[Data supplied Boundary: Start]

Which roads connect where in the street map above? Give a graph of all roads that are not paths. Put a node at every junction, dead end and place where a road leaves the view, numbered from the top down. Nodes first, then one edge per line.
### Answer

[Data supplied Boundary: End]
[Data supplied Boundary: Start]

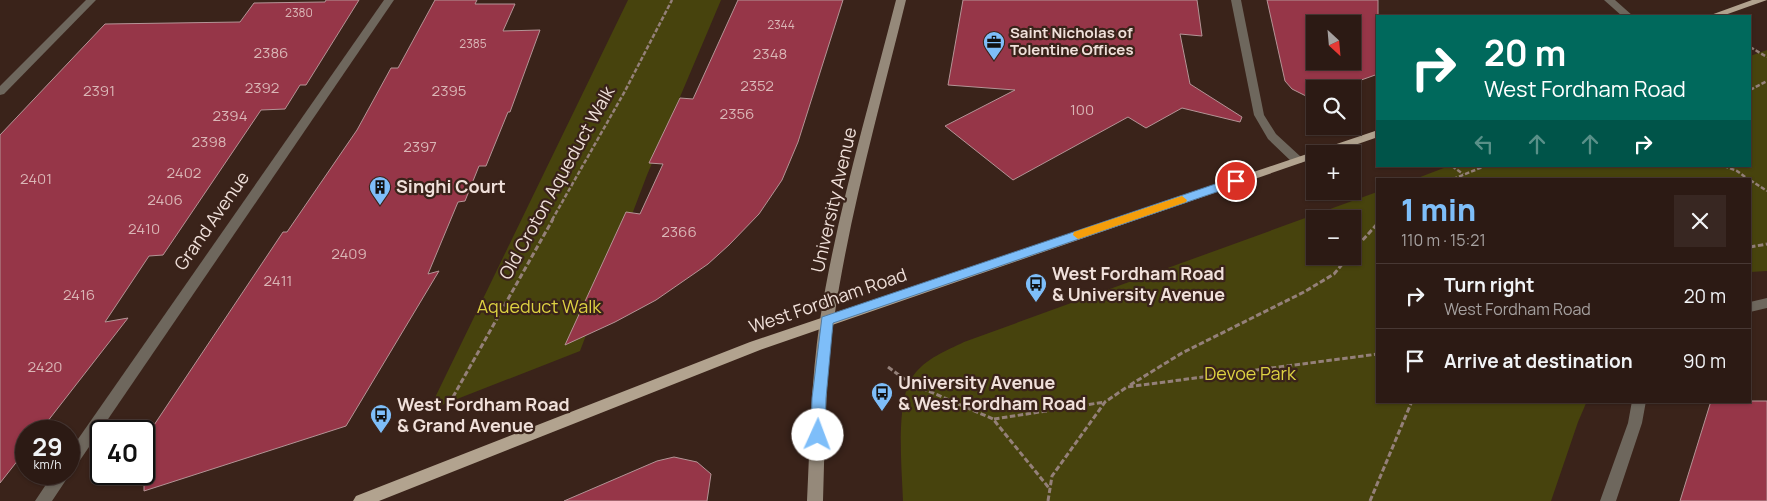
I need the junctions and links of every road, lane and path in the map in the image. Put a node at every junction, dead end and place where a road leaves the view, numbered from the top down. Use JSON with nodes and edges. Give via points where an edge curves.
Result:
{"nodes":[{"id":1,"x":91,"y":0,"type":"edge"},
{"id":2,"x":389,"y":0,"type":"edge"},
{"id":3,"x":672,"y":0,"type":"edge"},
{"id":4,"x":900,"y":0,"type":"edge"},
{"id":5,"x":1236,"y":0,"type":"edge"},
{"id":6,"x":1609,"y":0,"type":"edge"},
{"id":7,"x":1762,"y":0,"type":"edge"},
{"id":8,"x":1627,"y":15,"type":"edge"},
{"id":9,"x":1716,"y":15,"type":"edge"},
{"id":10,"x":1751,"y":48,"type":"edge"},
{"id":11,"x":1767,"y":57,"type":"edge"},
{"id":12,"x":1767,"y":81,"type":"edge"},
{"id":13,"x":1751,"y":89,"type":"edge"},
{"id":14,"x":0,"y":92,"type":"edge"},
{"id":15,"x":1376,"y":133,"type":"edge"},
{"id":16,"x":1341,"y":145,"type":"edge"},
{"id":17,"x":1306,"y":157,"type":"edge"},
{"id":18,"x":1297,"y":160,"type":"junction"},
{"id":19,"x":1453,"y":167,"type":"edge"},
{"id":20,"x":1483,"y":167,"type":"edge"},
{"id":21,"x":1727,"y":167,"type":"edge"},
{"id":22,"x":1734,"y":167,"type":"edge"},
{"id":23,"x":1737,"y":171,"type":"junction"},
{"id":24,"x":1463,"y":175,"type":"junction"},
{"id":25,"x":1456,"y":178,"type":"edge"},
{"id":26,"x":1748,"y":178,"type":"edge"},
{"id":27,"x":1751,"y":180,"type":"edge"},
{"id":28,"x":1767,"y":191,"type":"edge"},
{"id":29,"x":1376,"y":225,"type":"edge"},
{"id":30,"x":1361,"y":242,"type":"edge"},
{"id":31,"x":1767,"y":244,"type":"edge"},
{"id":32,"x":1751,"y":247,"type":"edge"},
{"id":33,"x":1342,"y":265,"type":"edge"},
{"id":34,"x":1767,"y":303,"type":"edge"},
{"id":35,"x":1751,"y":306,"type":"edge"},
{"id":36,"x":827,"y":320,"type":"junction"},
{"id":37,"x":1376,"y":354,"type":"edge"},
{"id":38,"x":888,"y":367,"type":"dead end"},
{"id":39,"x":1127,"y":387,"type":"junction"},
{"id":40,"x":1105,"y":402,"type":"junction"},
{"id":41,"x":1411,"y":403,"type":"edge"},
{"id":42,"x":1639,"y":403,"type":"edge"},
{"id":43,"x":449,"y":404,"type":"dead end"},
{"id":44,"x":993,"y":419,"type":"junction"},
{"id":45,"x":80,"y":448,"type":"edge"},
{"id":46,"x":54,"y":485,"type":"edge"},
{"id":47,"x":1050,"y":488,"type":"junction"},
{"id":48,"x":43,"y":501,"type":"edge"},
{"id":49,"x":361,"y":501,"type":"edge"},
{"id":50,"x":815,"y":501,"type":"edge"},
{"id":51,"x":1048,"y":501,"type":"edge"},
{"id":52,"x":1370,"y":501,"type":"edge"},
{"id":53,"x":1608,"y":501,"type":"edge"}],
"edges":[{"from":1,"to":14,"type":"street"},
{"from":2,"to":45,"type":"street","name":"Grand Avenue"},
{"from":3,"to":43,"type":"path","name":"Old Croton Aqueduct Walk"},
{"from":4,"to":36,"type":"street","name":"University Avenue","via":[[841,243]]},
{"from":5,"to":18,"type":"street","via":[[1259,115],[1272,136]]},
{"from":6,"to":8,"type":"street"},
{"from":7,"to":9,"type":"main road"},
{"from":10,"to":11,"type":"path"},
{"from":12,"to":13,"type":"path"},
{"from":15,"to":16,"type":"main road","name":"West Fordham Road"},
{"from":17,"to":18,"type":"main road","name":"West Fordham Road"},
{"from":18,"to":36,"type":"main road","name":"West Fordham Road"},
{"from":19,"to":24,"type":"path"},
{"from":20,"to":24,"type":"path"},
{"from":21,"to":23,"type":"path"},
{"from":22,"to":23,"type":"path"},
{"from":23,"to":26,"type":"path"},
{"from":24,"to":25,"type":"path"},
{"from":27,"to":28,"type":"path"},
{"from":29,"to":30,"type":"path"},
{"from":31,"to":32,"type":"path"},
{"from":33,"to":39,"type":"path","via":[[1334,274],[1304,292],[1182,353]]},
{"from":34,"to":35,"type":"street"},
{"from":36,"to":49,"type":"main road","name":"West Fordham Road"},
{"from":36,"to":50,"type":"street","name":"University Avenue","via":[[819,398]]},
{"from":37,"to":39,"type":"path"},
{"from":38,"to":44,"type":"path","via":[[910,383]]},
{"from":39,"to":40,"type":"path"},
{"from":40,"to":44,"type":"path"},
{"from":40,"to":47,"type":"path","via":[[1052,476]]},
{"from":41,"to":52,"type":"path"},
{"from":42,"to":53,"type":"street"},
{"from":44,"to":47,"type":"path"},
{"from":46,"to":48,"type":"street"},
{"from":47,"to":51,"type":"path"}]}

[Data supplied Boundary: End]

» What you need to do:
Copy each line of the data that includes the word "every".

» Solved exercise:
Which roads connect where in the street map above? Give a graph of all roads that are not paths. Put a node at every junction, dead end and place where a road leaves the view, numbered from the top down. Nodes first, then one edge per line.
I need the junctions and links of every road, lane and path in the map in the image. Put a node at every junction, dead end and place where a road leaves the view, numbered from the top down. Use JSON with nodes and edges. Give via points where an edge curves.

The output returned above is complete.